La representante del órgano acusador, Rosa María Pichardo, expresó al ser preguntada por periodistas al salir de la audiencia, que para ratificar la medida el tribunal tomó en cuenta la gravedad de los hechos documentados, así como el peligro de fuga.
“Presenta peligro porque podría entorpecer las investigaciones que pesan contra él y contra el esquema criminal que tiene este caso”, dijo Pichardo a los reporteros que la abordaron a su salida del Palacio de Justicia de Ciudad Nueva.
Operación Lobo. Fue puesta en ejecución por el Ministerio Público contra una red de sobornos, delitos por los que fueron arrestados militares y civiles.

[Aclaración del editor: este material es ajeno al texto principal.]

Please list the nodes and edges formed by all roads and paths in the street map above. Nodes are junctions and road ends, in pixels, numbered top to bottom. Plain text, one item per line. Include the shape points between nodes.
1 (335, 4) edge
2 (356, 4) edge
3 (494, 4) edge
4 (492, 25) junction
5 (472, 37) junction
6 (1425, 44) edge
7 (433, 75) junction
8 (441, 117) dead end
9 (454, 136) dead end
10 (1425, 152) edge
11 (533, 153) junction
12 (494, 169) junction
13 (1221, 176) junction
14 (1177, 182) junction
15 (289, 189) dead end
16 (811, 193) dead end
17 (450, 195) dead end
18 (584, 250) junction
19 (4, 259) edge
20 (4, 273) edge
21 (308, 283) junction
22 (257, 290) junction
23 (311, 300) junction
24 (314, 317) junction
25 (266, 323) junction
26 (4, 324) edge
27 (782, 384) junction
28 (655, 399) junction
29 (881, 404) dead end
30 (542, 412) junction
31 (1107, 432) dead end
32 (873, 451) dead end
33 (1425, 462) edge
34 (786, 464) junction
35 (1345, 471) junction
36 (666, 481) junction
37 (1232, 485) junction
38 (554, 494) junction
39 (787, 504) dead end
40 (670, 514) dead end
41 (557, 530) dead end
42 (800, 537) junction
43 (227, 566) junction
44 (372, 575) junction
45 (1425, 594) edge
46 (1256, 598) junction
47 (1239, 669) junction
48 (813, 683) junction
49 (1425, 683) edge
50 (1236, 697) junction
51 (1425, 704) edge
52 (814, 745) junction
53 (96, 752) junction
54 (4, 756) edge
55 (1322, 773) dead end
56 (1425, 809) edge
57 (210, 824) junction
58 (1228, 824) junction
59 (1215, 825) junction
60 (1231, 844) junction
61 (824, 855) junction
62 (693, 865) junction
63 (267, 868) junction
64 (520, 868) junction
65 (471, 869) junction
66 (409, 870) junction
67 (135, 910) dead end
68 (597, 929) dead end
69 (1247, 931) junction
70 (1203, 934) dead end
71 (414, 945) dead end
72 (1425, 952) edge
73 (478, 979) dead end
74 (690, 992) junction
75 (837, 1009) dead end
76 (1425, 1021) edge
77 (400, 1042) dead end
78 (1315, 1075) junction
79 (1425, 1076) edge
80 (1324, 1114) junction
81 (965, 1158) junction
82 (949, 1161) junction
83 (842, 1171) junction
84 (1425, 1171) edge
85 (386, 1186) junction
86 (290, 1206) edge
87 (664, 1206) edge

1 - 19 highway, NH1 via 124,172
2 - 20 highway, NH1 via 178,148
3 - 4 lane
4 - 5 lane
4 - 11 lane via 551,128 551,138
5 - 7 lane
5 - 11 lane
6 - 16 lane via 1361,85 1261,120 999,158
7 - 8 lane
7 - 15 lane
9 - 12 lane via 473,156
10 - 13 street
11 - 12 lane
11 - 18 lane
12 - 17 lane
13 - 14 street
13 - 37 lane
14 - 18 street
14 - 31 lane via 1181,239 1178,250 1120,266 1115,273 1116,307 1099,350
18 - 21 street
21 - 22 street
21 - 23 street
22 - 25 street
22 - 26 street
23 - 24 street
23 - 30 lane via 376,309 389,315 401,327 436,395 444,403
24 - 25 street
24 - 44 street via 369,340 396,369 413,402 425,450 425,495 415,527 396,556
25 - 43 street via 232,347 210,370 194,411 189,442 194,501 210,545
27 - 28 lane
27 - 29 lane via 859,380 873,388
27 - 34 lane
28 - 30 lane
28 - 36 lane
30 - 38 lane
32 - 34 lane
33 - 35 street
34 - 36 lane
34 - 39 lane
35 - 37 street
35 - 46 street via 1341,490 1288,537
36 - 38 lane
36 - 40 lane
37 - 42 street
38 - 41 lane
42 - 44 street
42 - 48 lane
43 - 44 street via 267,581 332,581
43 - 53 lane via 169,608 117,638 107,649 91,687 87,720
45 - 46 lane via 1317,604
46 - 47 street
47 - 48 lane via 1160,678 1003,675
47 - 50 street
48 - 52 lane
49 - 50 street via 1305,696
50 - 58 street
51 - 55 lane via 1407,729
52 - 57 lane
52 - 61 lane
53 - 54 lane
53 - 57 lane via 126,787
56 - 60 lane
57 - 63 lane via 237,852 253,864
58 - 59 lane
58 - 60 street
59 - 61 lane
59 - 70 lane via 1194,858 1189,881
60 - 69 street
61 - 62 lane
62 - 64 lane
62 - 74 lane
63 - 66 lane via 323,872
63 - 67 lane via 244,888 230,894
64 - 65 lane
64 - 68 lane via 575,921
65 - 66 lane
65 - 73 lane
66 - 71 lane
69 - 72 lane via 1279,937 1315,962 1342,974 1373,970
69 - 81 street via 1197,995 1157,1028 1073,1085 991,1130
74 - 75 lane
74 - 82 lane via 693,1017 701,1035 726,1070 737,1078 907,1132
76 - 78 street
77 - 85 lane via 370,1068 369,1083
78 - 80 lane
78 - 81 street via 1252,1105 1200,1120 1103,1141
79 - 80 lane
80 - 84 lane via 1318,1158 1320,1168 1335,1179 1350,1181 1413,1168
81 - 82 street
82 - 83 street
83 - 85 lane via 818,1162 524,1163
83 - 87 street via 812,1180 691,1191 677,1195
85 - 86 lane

La magistrada Rivas rechazó el pedimento de variación de la medida solicitada por Pacheco Varela y ratificó la ya impuesta. Asimismo, la solicitud de un permiso de parte del primer teniente del Ejército Wellington Peralta Santos, le fue concedido.

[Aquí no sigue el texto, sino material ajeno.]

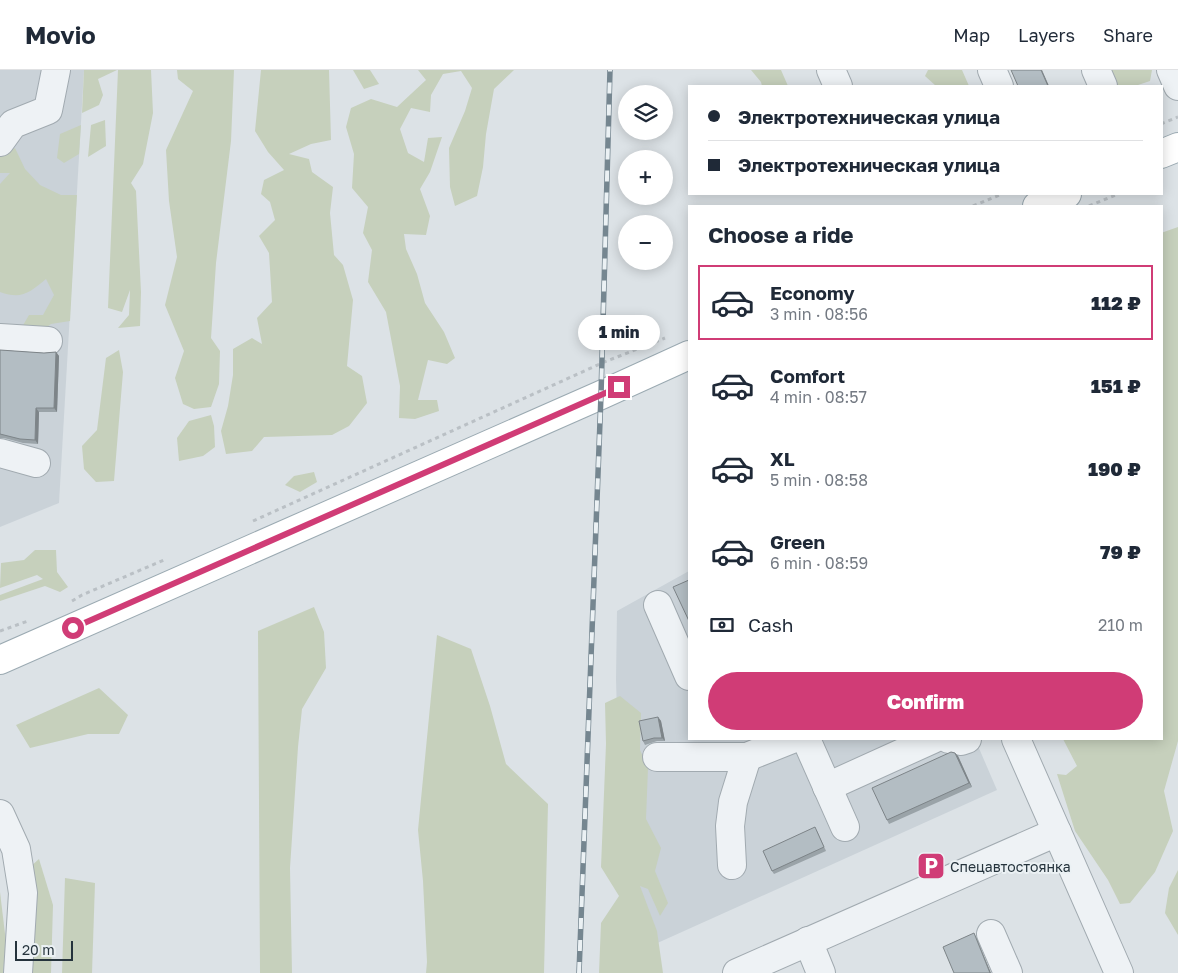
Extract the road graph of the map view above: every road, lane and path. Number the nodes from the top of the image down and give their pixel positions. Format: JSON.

De acuerdo con el órgano acusador, la estructura criminal impactó negativamente instituciones como el Instituto Nacional de Atención Integral a la Primera Infancia (Inaipi), el Seguro Nacional de Salud (Senasa) y las empresas distribuidoras de electricidad EdeNorte, EdeEste y EdeSur.
Además de los oficiales militares mencionados, figuran además en el entramado el mayor general retirado del Ejército Carlos Ambrosio Robles Díaz; los coroneles Luis Ernesto Vicioso Bocio, Francisco Guarín Fernández y Elías Camaño Pérez, el coronel de la Fuerza Aérea Yorbyn Eduardo Eufracio Aybar; el coronel de la Policía Nacional, Ramón Quezada Ortiz; el empresario Quilvio Bienvenido Rodríguez González y el civil Bolívar Nicolás Fernández Espinal.
Los imputados enfrentan cargos por soborno, asociación de malhechores, estafa contra el Estado y lavado de activos, conforme a los artículos 177, 178, 179, párrafo; 180, 265, 266 y 405 del Código Penal dominicano. Se les imputa igualmente la violación al artículo 146, numeral 1, de la Constitución de la República, que prohíbe la corrupción administrativa.
En lo relativo al lavado de activos, se les acusa de violar los artículos 3, numerales 1, 2 y 3; artículo 4, numeral 8, y el artículo 9, numerales 1, 2 y 4, de la Ley núm. 155-17 contra el Lavado de Activos y el Financiamiento del Terrorismo.